(Aim of the task)
Without copying any picture, return all lines below exactly.

(Available records)
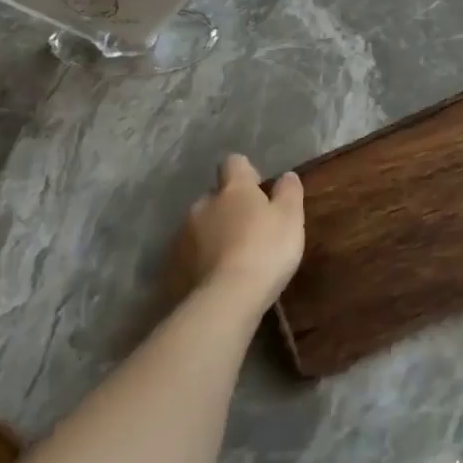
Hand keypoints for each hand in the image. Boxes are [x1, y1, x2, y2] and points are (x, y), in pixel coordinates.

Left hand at [170, 155, 304, 311]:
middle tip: (249, 229)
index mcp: (233, 190)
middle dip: (228, 208)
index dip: (246, 173)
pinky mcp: (171, 266)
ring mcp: (182, 236)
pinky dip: (201, 259)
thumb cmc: (265, 250)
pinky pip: (189, 254)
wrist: (225, 299)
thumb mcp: (291, 218)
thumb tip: (286, 175)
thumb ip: (289, 192)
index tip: (258, 188)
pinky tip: (216, 277)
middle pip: (215, 197)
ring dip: (213, 234)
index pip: (234, 163)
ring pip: (200, 226)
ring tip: (232, 257)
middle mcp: (202, 205)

(Result below)
Hand keypoints for each hand in the image. Boxes are [x1, y1, x2, y2] and points are (x, y), in pixel coordinates.

Left hand at [170, 155, 304, 311]:
middle tip: (249, 229)
index mcp: (233, 190)
middle dip: (228, 208)
index dip: (246, 173)
pinky mcp: (171, 266)
ring mcp: (182, 236)
pinky dip: (201, 259)
thumb cmc: (265, 250)
pinky pip: (189, 254)
wrist: (225, 299)
thumb mcp: (291, 218)
thumb tip: (286, 175)
thumb ip: (289, 192)
index tip: (258, 188)
pinky tip: (216, 277)
middle pip: (215, 197)
ring dip: (213, 234)
index pip: (234, 163)
ring pip: (200, 226)
ring tip: (232, 257)
middle mcp: (202, 205)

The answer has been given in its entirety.